Excellent point! He has been around awhile and didn't just expect free advise as his first question.


----------



## 480sparky (Feb 1, 2009)

moorewarner said:


> I'd of paid. http://www.smileyvault.com/albums/userpics/10172/willy_nilly_th.gif "...and the emergency fee, the after 7 pm fee, the ..."
> 
> :laughing:


Did he add age buck seventeen Leo owes me?


----------



## moorewarner (May 29, 2009)

480sparky said:


> Did he add age buck seventeen Leo owes me?


no... I don't see that anywhere on the invoice, :detective: It just says "No Charge." and then he flew away. :laughing:


----------



## moorewarner (May 29, 2009)

svronthmve said:


> And to add, this wasn't his 1st post.

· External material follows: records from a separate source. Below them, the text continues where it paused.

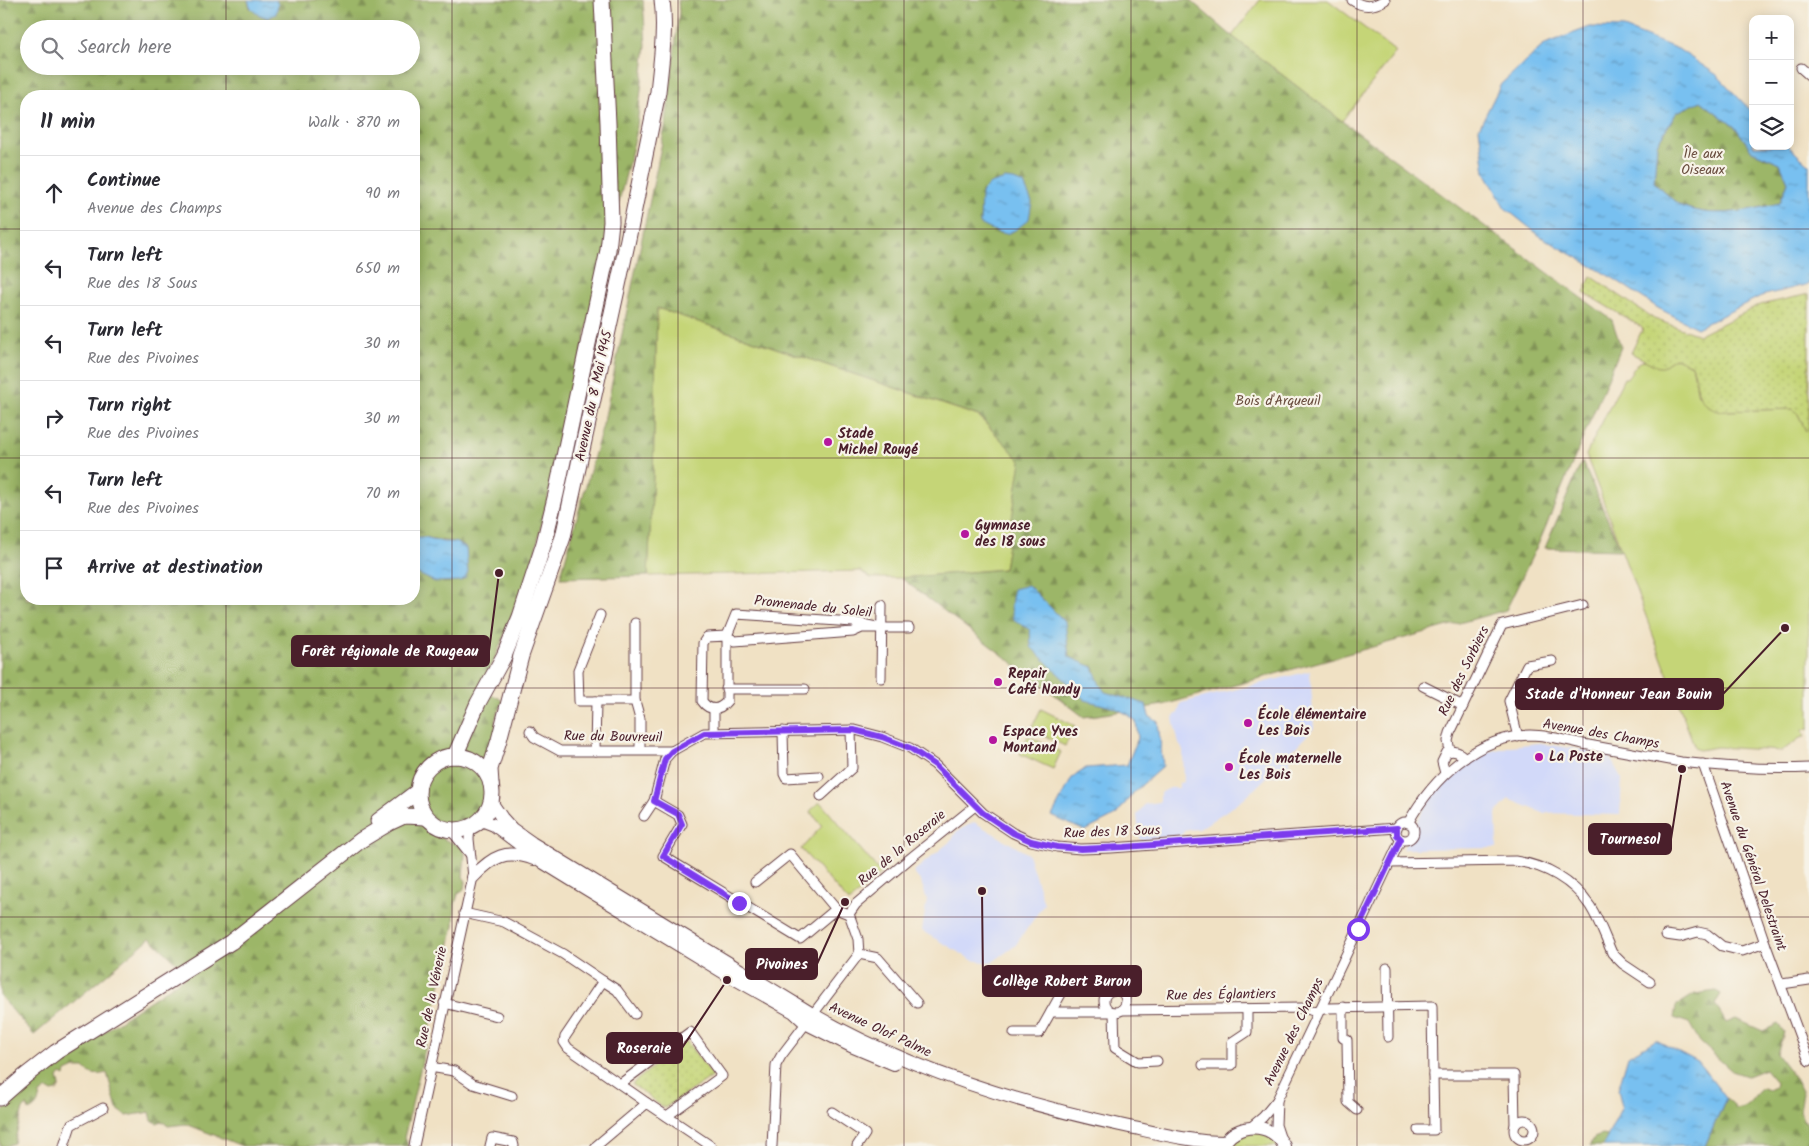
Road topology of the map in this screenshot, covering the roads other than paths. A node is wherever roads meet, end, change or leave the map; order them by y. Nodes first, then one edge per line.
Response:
1 (602, 0) edge
2 (662, 0) edge
3 (1352, 0) edge
4 (1385, 0) edge
5 (1801, 68) dead end
6 (1809, 75) edge
7 (882, 605) dead end
8 (1582, 606) dead end
9 (600, 615) dead end
10 (635, 623) dead end
11 (881, 628) junction
12 (909, 628) dead end
13 (726, 636) junction
14 (1552, 661) dead end
15 (881, 678) dead end
16 (1423, 686) dead end
17 (805, 688) dead end
18 (726, 689) junction
19 (596, 701) junction
20 (635, 701) junction
21 (1463, 706) junction
22 (714, 709) junction
23 (852, 730) junction
24 (530, 731) dead end
25 (783, 731) junction
26 (714, 732) junction
27 (1518, 737) junction
28 (640, 750) junction
29 (595, 751) junction
30 (672, 751) junction
31 (1450, 751) junction
32 (455, 756) junction
33 (1465, 758) junction
34 (1703, 764) junction
35 (1809, 768) edge
36 (1445, 773) junction
37 (819, 776) dead end
38 (491, 784) junction
39 (418, 791) junction
40 (820, 796) dead end
41 (654, 801) junction
42 (491, 802) junction
43 (975, 806) junction
44 (644, 816) dead end
45 (426, 817) junction
46 (476, 823) junction
47 (1408, 823) junction
48 (1397, 828) junction
49 (451, 830) junction
50 (1401, 839) junction
51 (361, 840) junction
52 (470, 854) junction
53 (544, 863) junction
54 (1390, 863) junction
55 (473, 877) junction
56 (755, 882) dead end
57 (836, 910) junction
58 (464, 913) junction
59 (848, 914) junction
60 (1666, 935) dead end
61 (1765, 943) junction
62 (860, 954) junction
63 (1387, 968) dead end
64 (1061, 974) dead end
65 (1809, 980) edge
66 (603, 981) junction
67 (1650, 982) dead end
68 (1782, 984) junction
69 (444, 1003) junction
70 (917, 1003) dead end
71 (1387, 1007) junction
72 (1343, 1008) junction
73 (1247, 1009) junction
74 (1320, 1010) junction
75 (1116, 1011) junction
76 (1051, 1012) junction
77 (635, 1014) dead end
78 (498, 1016) dead end
79 (810, 1020) junction
80 (1014, 1033) dead end
81 (1388, 1037) dead end
82 (1809, 1061) edge
83 (1157, 1062) dead end
84 (1203, 1065) dead end
85 (430, 1067) junction
86 (1433, 1075) junction
87 (620, 1084) junction
88 (512, 1096) dead end
89 (0, 1098) edge
90 (1276, 1100) junction
91 (647, 1103) junction
92 (103, 1108) dead end
93 (1357, 1110) dead end
94 (832, 1112) dead end
95 (667, 1116) junction
96 (1515, 1125) junction
97 (1251, 1127) junction
98 (1418, 1130) dead end
99 (1528, 1143) edge
100 (1224, 1144) edge
101 (1283, 1144) edge
102 (64, 1146) edge
103 (414, 1146) edge
104 (490, 1146) edge
105 (514, 1146) edge
106 (596, 1146) edge
107 (712, 1146) edge
108 (772, 1146) edge
109 (857, 1146) edge
110 (1182, 1146) edge

1 - 32 main road
2 - 38 main road, Avenue du 8 Mai 1945
3 - 4 street
5 - 6 street
7 - 11 street
8 - 21 street, Rue des Sorbiers
9 - 19 street
10 - 20 street
11 - 12 street, Promenade du Soleil
11 - 13 street, Promenade du Soleil
11 - 13 street, Promenade du Soleil
11 - 15 street
13 - 18 street, Promenade du Soleil
13 - 22 street, Promenade du Soleil
14 - 27 street
16 - 21 street
17 - 18 street
18 - 22 street, Promenade du Soleil
19 - 20 street
19 - 29 street
20 - 28 street
21 - 31 street, Rue des Sorbiers
22 - 26 street
23 - 25 street, Rue des 18 Sous
23 - 40 street
23 - 43 street, Rue des 18 Sous
24 - 29 street, Rue du Bouvreuil
25 - 26 street, Rue des 18 Sous
25 - 37 street
26 - 30 street, Rue des 18 Sous
27 - 33 street, Avenue des Champs
27 - 34 street, Avenue des Champs
28 - 29 street, Rue du Bouvreuil
28 - 30 street, Rue du Bouvreuil
30 - 41 street
31 - 33 street
31 - 36 street, Rue des Sorbiers
32 - 38 main road
32 - 39 main road
33 - 36 street, Avenue des Champs
34 - 35 street, Avenue des Champs
34 - 61 street, Avenue du Général Delestraint
36 - 47 street, Avenue des Champs
38 - 42 main road
39 - 45 main road
39 - 51 main road
41 - 44 street
41 - 57 street
42 - 46 main road
42 - 79 main road, Avenue Olof Palme
43 - 48 street, Rue des 18 Sous
43 - 59 street, Rue de la Roseraie
45 - 49 main road
45 - 51 main road
46 - 49 main road
46 - 52 street, Rue de la Vénerie
46 - 53 main road, Avenue Olof Palme
47 - 48 street
47 - 50 street, Avenue des Champs
48 - 50 street
49 - 52 street
50 - 54 street, Avenue des Champs
51 - 89 main road
52 - 55 street, Rue de la Vénerie
53 - 55 main road
53 - 79 main road, Avenue Olof Palme
54 - 67 street
54 - 74 street, Avenue des Champs
55 - 58 street, Rue de la Vénerie
56 - 57 street
57 - 59 street
58 - 66 street
58 - 69 street, Rue de la Vénerie
59 - 62 street
60 - 61 street
61 - 68 street, Avenue du Général Delestraint
62 - 70 street
62 - 79 street
63 - 71 street
64 - 76 street
65 - 68 street
66 - 77 street
66 - 87 street
68 - 82 street, Avenue du Général Delestraint
69 - 78 street
69 - 85 street, Rue de la Vénerie
71 - 72 street, Rue des Églantiers
71 - 81 street
71 - 86 street, Rue des Églantiers
72 - 74 street, Rue des Églantiers
72 - 93 street
73 - 74 street, Rue des Églantiers
73 - 75 street, Rue des Églantiers
73 - 84 street
74 - 90 street, Avenue des Champs
75 - 76 street, Rue des Églantiers
75 - 83 street
76 - 80 street
79 - 100 main road, Avenue Olof Palme
79 - 108 street
79 - 110 main road, Avenue Olof Palme
85 - 88 street
85 - 103 street, Rue de la Vénerie
86 - 96 street
86 - 98 street
87 - 91 street
87 - 95 street
90 - 97 street, Avenue des Champs
90 - 101 street, Avenue des Champs
91 - 95 street
91 - 106 street
92 - 102 street
94 - 109 street
95 - 107 street
96 - 99 street
96 - 99 street
97 - 100 main road, Avenue Olof Palme
97 - 101 main road
104 - 105 street

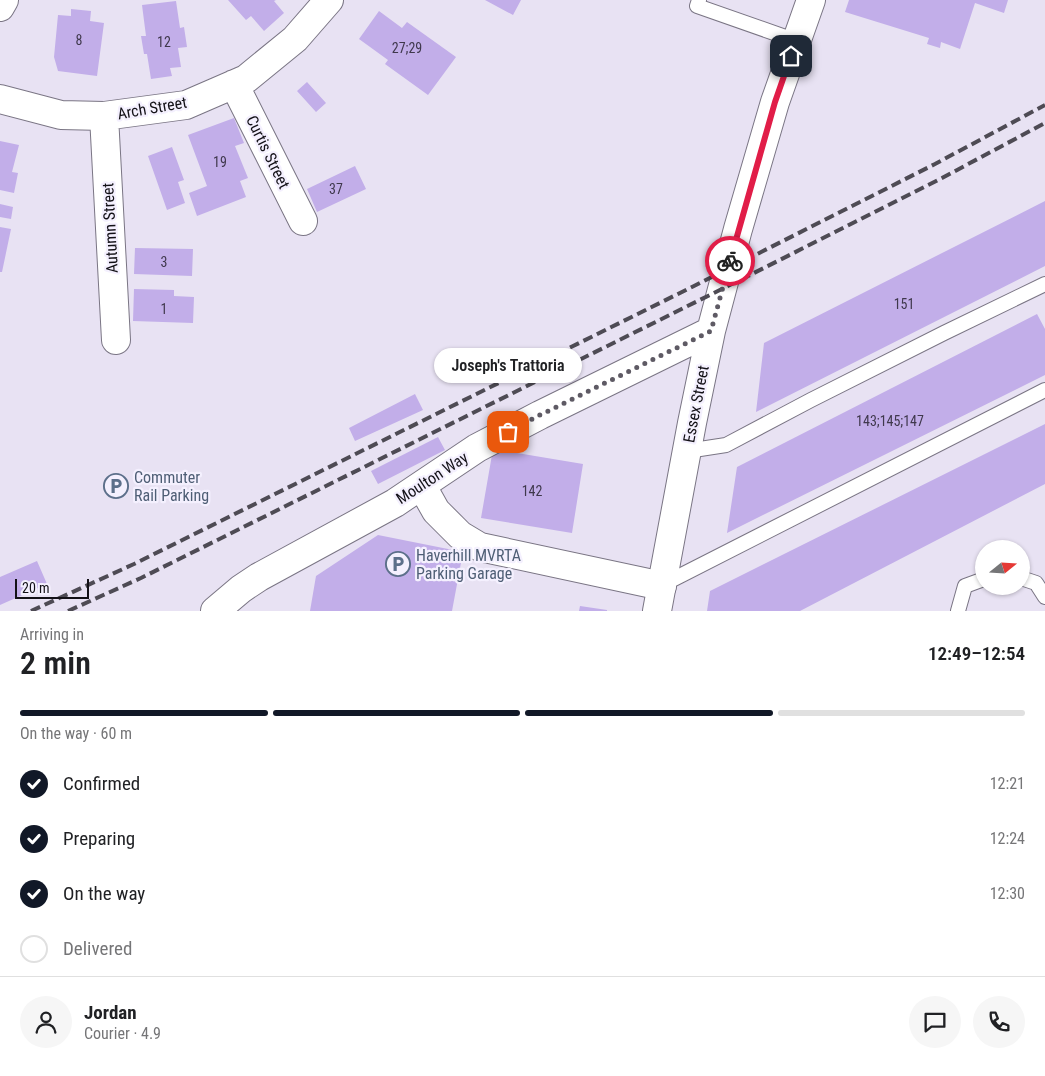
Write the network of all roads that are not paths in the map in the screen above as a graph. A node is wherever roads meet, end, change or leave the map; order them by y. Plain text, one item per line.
1 (4, 0) edge
2 (329, 0) edge
3 (699, 0) edge
4 (811, 0) edge
5 (0, 7) edge
6 (797, 41) junction
7 (234, 84) junction
8 (0, 99) edge
9 (104, 116) junction
10 (303, 221) dead end
11 (1045, 284) edge
12 (711, 331) junction
13 (116, 340) dead end
14 (1045, 390) edge
15 (687, 451) junction
16 (422, 486) junction
17 (975, 582) edge
18 (1030, 582) edge
19 (1045, 597) edge
20 (659, 598) edge
21 (214, 611) edge
22 (958, 611) edge

1 - 5 main road
2 - 7 main road, Arch Street
3 - 6 lane
4 - 6 main road, Essex Street
6 - 12 main road, Essex Street
7 - 9 main road, Arch Street
7 - 10 main road, Curtis Street
8 - 9 main road, Arch Street
9 - 13 main road, Autumn Street
11 - 15 lane
12 - 15 main road, Essex Street
12 - 16 main road, Moulton Way
14 - 20 lane
15 - 20 main road, Essex Street
16 - 20 main road
16 - 21 main road, Moulton Way
17 - 22 lane
18 - 19 lane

He's got almost 2000 posts which means he had to have helped at least 1 person along the way, right? :laughing:


There better be a 2000 freebie, all the dam trouble I went through to get there. :jester:


----------



## svronthmve (Aug 3, 2008)

moorewarner said:


> There better be a 2000 freebie, all the dam trouble I went through to get there. :jester:


It's rumored to be a "vacation" from CT. Although I understand some are getting that "beni" prior to their 2000th post!

But I could be wrong :laughing:

You'll have to let us know...


----------